There are several flaws to this study which need to be addressed. First, is the lack of blinding. Whereas blinding patients and treating physicians was not possible using this study design, this effect may have been somewhat mitigated by blinding the evaluating physicians. Second, this study was not designed to determine efficacy. Consequently, our use of 3 months as the cutoff for designating a response as positive may have had the unintended effect of including more placebo responders among purported successes in group 0. Yet, partially counteracting this bias might be the strong expectations among group 2 patients who responded to not just one, but two diagnostic MBB. In addition, this threshold was predetermined by both pilot interviews with doctors and patients and by an extensive prestudy chart review (C.S.). Third, the outcomes for group 2, and hence our conclusions, might have been different had we used a “placebo” control instead of the comparative block model to select patients for radiofrequency denervation. However, concerns regarding “ethics,” reimbursement, and patient participation precluded the use of this paradigm. Fourth, analyses performed post hoc (i.e. , breakdown of outcomes by demographic and clinical variables) must be interpreted with caution. In particular, baseline differences in pain scores and functionality may not have been statistically significant despite P values less than 0.05 due to the increased chance of finding a statistically significant result with multiple comparisons. Fifth, it is possible that some patients who underwent radiofrequency lesioning might have derived sustained benefit from the local anesthetic and corticosteroid injected preemptively that inflated our results.47It should be emphasized that the complications of lumbar facet denervation have been heretofore minor and infrequent.1,48In addition, any possible beneficial effect would likely have been distributed proportionately across treatment groups. Finally, the “cost per successful treatment” measure is an artificial construct subject to capricious, administrative reimbursement decisions.

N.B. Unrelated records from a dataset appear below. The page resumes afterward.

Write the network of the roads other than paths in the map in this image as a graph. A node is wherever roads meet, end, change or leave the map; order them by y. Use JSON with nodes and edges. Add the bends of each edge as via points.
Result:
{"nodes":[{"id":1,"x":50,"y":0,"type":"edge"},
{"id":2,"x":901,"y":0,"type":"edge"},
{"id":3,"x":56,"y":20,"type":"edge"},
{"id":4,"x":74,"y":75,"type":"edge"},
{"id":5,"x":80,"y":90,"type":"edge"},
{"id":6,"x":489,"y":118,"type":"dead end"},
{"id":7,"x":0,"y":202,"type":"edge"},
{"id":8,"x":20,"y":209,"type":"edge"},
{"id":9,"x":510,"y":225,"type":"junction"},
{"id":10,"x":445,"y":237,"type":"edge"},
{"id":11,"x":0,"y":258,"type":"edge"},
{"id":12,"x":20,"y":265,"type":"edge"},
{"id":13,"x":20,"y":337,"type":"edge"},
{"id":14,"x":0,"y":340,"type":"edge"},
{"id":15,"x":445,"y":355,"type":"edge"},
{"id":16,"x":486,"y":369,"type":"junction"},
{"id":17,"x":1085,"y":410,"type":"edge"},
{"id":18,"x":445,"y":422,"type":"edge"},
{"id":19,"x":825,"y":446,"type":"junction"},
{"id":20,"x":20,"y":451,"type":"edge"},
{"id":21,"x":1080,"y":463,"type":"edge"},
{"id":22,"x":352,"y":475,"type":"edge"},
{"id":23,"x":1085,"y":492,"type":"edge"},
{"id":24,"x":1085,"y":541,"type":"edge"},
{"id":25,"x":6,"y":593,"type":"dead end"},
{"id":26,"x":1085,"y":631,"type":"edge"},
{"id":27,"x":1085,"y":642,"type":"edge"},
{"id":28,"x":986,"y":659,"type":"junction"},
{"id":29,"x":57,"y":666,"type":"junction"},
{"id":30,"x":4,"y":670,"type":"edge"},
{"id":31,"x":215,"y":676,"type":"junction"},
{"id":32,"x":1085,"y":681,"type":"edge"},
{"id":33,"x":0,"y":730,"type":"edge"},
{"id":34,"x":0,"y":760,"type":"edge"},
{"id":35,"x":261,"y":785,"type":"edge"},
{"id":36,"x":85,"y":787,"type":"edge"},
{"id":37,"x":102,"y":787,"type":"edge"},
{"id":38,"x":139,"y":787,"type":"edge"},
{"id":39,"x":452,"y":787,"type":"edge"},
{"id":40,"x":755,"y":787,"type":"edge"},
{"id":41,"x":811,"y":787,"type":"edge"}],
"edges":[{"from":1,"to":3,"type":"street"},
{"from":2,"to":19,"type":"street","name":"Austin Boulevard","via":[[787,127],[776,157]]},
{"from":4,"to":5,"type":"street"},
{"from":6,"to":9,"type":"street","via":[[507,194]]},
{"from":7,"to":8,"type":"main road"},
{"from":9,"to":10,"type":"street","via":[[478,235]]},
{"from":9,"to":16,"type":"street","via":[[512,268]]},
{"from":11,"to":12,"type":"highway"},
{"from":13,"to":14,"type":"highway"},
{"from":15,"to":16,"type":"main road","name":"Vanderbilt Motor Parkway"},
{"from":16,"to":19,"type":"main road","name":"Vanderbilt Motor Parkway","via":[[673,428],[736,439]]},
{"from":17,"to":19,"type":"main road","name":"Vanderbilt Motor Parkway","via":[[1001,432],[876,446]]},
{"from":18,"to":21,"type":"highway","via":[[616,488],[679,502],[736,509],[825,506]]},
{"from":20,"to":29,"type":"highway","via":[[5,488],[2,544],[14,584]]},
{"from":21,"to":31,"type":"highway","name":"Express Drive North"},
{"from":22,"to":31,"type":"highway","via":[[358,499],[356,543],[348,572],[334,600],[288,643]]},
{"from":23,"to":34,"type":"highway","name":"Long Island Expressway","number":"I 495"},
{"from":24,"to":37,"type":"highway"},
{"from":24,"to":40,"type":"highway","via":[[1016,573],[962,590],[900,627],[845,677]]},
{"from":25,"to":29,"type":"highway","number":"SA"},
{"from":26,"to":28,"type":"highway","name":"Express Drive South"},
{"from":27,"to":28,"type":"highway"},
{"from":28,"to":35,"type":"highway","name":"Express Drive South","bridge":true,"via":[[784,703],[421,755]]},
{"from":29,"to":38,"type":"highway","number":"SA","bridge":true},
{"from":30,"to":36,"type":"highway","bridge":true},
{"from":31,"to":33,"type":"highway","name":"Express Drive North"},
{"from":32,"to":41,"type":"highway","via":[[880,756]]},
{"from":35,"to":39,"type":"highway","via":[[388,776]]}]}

For example, if the reimbursement rate for MBB decreased, or that for radiofrequency increased, our cost per effective treatment would change in concordance. Therefore, the conclusions drawn today might differ from those drawn tomorrow, contingent on decisions from third-party payers.
In summary, the results of this study demonstrate that although the double-block paradigm results in the highest success rate for radiofrequency denervation, the overall success rate for subjects treated in this group was the lowest at 1 month and only slightly higher than group 1 at 3 months. In contrast, although the denervation success rate was lowest in the 0-block treatment group, the overall number of successful outcomes was highest at all time points. Presumably, these findings represent both the exclusion of true disease sufferers in group 2 and the inclusion of placebo-responders among successes in group 0. At current reimbursement rates in the United States, these results augur against using double-screening blocks as the criterion standard for selecting radiofrequency candidates. However, this conclusion is not irrevocable, being dependent on flexible and changeable third-party payer decisions.